[TO DO]: Write out the following records exactly, each one in full.

*** GIVEN RECORDS Section Begins ***

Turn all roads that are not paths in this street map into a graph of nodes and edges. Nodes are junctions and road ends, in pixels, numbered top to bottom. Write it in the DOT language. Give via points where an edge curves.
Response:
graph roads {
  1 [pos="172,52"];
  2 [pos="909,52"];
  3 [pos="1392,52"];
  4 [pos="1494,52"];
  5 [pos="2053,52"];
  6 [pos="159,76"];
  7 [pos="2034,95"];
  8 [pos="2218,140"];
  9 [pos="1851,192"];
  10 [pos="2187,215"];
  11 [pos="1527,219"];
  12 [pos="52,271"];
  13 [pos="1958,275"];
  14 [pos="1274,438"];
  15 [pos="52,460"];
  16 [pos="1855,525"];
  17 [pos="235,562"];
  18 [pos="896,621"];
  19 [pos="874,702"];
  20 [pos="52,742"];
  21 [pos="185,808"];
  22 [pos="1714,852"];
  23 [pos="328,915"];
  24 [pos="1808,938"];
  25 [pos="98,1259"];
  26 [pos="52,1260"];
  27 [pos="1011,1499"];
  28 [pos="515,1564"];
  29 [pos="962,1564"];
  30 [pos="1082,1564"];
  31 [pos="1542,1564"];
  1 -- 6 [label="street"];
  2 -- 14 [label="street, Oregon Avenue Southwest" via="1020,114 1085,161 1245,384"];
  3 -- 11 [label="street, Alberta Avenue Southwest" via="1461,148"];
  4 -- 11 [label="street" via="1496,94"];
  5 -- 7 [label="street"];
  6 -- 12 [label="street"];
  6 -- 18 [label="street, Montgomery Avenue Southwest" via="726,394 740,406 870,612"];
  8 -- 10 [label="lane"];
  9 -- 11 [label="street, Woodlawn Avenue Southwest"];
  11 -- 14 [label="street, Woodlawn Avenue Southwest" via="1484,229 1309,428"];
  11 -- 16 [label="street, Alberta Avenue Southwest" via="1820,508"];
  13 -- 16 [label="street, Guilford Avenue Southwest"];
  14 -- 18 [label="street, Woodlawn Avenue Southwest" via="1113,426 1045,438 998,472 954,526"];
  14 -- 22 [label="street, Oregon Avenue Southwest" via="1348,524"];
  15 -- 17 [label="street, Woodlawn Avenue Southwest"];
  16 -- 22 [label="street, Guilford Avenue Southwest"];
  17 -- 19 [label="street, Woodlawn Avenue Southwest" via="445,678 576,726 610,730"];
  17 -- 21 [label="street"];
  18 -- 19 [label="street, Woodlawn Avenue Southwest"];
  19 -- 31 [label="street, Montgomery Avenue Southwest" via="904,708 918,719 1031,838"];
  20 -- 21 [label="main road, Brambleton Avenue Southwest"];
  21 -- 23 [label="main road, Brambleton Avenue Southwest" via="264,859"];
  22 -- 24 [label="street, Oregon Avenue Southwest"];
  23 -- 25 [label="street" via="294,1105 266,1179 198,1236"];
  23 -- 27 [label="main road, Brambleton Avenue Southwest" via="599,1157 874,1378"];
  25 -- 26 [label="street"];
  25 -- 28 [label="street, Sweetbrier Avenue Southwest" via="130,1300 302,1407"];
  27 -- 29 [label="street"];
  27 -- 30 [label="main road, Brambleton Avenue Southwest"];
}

*** GIVEN RECORDS Section Ends ***

[WRITTEN SOLUTION]:
Turn all roads that are not paths in this street map into a graph of nodes and edges. Nodes are junctions and road ends, in pixels, numbered top to bottom. Write it in the DOT language. Give via points where an edge curves.
Response:
graph roads {
  1 [pos="172,52"];
  2 [pos="909,52"];
  3 [pos="1392,52"];
  4 [pos="1494,52"];
  5 [pos="2053,52"];
  6 [pos="159,76"];
  7 [pos="2034,95"];
  8 [pos="2218,140"];
  9 [pos="1851,192"];
  10 [pos="2187,215"];
  11 [pos="1527,219"];
  12 [pos="52,271"];
  13 [pos="1958,275"];
  14 [pos="1274,438"];
  15 [pos="52,460"];
  16 [pos="1855,525"];
  17 [pos="235,562"];
  18 [pos="896,621"];
  19 [pos="874,702"];
  20 [pos="52,742"];
  21 [pos="185,808"];
  22 [pos="1714,852"];
  23 [pos="328,915"];
  24 [pos="1808,938"];
  25 [pos="98,1259"];
  26 [pos="52,1260"];
  27 [pos="1011,1499"];
  28 [pos="515,1564"];
  29 [pos="962,1564"];
  30 [pos="1082,1564"];
  31 [pos="1542,1564"];
  1 -- 6 [label="street"];
  2 -- 14 [label="street, Oregon Avenue Southwest" via="1020,114 1085,161 1245,384"];
  3 -- 11 [label="street, Alberta Avenue Southwest" via="1461,148"];
  4 -- 11 [label="street" via="1496,94"];
  5 -- 7 [label="street"];
  6 -- 12 [label="street"];
  6 -- 18 [label="street, Montgomery Avenue Southwest" via="726,394 740,406 870,612"];
  8 -- 10 [label="lane"];
  9 -- 11 [label="street, Woodlawn Avenue Southwest"];
  11 -- 14 [label="street, Woodlawn Avenue Southwest" via="1484,229 1309,428"];
  11 -- 16 [label="street, Alberta Avenue Southwest" via="1820,508"];
  13 -- 16 [label="street, Guilford Avenue Southwest"];
  14 -- 18 [label="street, Woodlawn Avenue Southwest" via="1113,426 1045,438 998,472 954,526"];
  14 -- 22 [label="street, Oregon Avenue Southwest" via="1348,524"];
  15 -- 17 [label="street, Woodlawn Avenue Southwest"];
  16 -- 22 [label="street, Guilford Avenue Southwest"];
  17 -- 19 [label="street, Woodlawn Avenue Southwest" via="445,678 576,726 610,730"];
  17 -- 21 [label="street"];
  18 -- 19 [label="street, Woodlawn Avenue Southwest"];
  19 -- 31 [label="street, Montgomery Avenue Southwest" via="904,708 918,719 1031,838"];
  20 -- 21 [label="main road, Brambleton Avenue Southwest"];
  21 -- 23 [label="main road, Brambleton Avenue Southwest" via="264,859"];
  22 -- 24 [label="street, Oregon Avenue Southwest"];
  23 -- 25 [label="street" via="294,1105 266,1179 198,1236"];
  23 -- 27 [label="main road, Brambleton Avenue Southwest" via="599,1157 874,1378"];
  25 -- 26 [label="street"];
  25 -- 28 [label="street, Sweetbrier Avenue Southwest" via="130,1300 302,1407"];
  27 -- 29 [label="street"];
  27 -- 30 [label="main road, Brambleton Avenue Southwest"];
}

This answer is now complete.